### BRIEF:
Below are the records. How many of their lines contain "lane"? Give only the number.

Collected data:
◆ ◆ ◆ ◆
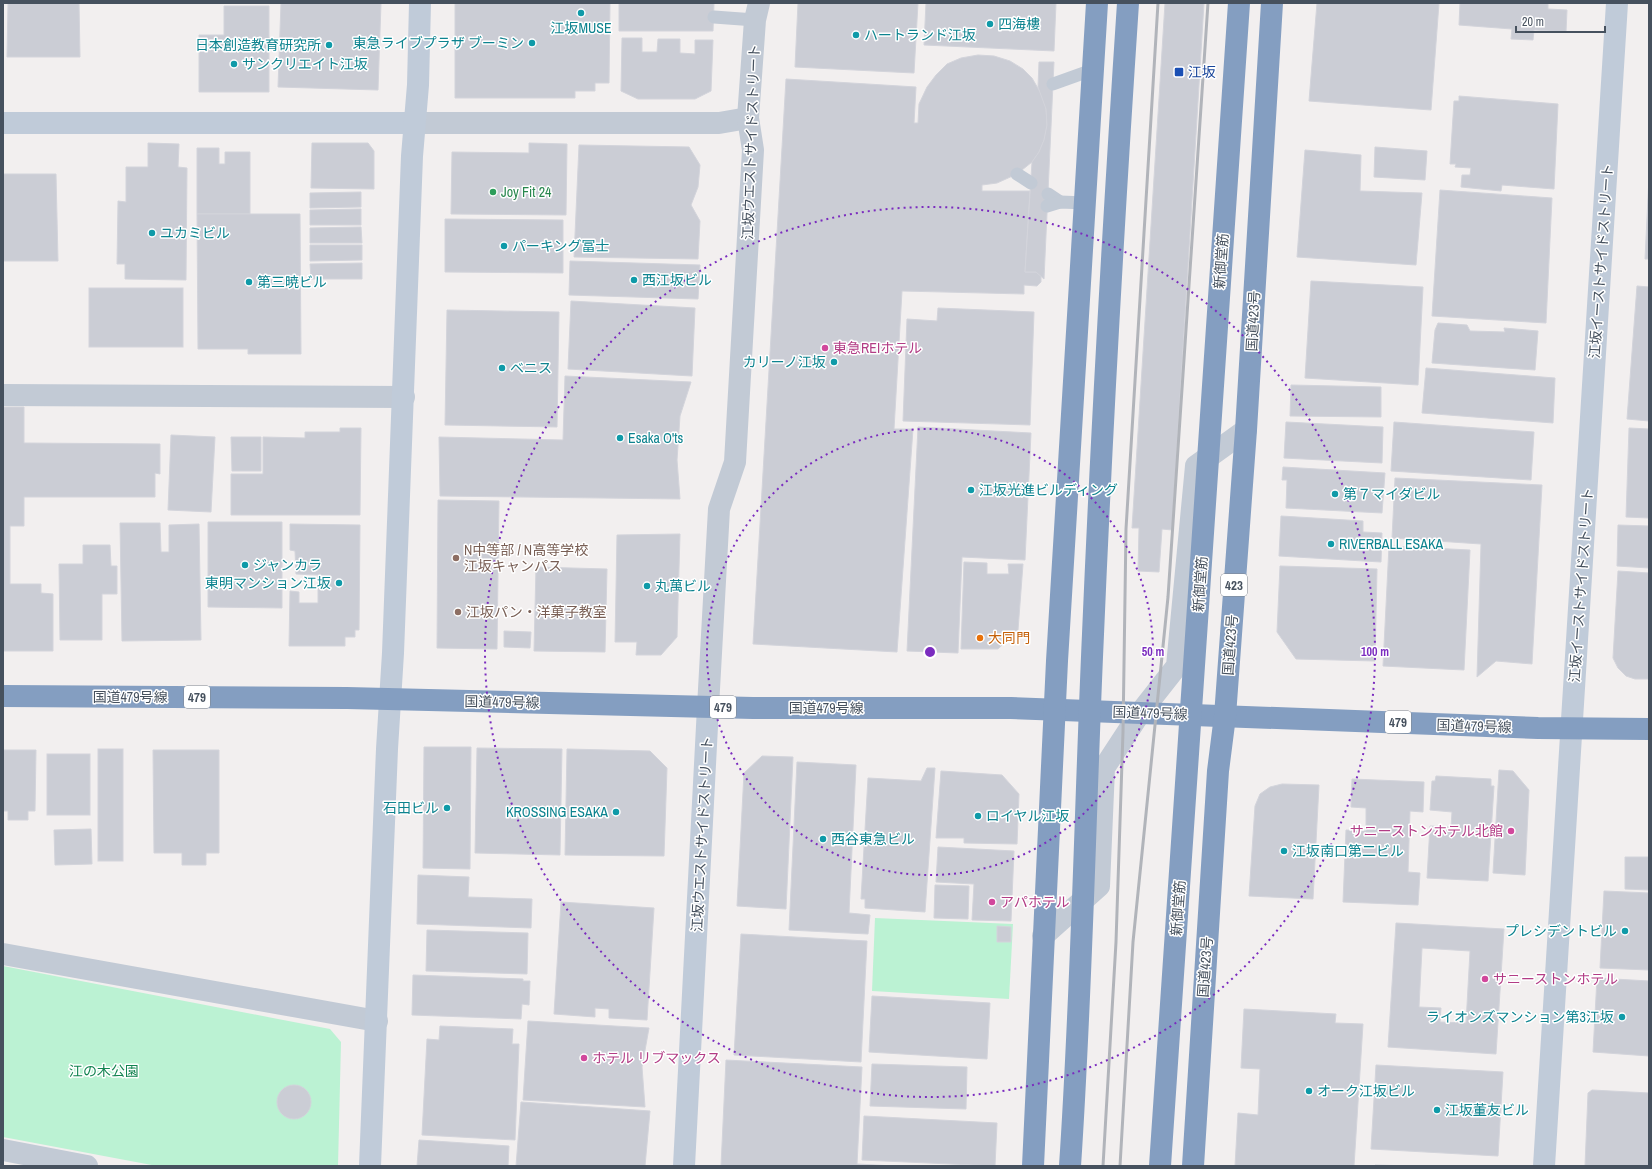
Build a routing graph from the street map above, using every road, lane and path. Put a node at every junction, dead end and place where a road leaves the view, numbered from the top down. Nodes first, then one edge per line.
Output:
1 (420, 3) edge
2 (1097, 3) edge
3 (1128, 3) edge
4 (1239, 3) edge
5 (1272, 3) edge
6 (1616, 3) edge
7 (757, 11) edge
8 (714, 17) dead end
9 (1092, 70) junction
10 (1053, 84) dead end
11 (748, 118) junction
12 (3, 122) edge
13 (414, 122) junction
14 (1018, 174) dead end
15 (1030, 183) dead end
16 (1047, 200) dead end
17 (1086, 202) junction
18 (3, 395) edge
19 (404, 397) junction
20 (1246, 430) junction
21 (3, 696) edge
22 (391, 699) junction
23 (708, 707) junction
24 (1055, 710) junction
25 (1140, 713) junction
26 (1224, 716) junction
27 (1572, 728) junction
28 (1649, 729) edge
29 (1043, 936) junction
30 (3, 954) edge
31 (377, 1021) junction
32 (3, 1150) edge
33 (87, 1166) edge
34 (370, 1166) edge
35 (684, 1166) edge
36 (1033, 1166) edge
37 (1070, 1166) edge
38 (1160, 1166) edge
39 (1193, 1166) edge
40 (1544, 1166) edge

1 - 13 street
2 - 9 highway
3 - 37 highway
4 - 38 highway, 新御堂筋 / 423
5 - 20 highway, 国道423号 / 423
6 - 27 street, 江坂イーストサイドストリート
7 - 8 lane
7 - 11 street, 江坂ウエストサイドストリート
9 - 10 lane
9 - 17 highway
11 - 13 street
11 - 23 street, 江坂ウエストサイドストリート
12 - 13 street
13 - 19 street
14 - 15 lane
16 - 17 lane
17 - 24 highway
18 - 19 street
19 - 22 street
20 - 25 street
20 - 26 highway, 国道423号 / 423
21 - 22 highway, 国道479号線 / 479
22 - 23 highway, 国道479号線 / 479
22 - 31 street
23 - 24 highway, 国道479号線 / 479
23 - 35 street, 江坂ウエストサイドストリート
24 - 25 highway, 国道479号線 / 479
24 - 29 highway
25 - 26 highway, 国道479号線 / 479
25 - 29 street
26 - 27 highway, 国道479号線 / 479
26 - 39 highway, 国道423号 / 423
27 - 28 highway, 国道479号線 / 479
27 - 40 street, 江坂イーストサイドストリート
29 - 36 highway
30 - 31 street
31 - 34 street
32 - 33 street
◆ ◆ ◆ ◆
### OUTPUT FOR THIS TASK:
5